Read the records beneath this task and copy every line that contains the string "Alpenstraße".

--

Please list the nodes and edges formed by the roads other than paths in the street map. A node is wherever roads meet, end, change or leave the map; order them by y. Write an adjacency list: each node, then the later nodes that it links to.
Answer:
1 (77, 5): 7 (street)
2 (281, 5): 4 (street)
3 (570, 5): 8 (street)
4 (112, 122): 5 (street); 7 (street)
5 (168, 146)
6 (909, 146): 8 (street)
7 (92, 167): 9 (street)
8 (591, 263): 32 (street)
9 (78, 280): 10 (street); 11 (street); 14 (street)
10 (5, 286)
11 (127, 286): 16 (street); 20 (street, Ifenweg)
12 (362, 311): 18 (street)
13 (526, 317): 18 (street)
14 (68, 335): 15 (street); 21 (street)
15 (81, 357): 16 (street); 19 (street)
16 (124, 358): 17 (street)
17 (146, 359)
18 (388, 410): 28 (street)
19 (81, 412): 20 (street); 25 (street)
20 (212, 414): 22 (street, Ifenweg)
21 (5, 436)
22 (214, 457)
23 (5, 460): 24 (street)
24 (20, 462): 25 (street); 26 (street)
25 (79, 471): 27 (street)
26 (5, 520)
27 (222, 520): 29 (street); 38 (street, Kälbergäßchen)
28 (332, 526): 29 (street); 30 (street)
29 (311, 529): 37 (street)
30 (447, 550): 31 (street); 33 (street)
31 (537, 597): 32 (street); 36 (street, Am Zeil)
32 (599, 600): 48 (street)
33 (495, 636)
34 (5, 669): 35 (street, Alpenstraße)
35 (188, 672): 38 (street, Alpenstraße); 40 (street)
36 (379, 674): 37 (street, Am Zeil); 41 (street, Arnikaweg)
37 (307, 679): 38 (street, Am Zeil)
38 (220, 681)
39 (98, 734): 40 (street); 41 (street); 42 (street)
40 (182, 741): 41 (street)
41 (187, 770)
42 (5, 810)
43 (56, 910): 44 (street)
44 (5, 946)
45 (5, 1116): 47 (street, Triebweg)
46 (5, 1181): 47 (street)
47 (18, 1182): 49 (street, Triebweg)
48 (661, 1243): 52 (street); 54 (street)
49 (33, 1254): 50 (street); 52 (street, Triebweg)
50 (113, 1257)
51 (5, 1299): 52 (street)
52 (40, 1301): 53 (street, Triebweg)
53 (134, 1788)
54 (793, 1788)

--

- [Result of this task]:
34 (5, 669): 35 (street, Alpenstraße)
35 (188, 672): 38 (street, Alpenstraße); 40 (street)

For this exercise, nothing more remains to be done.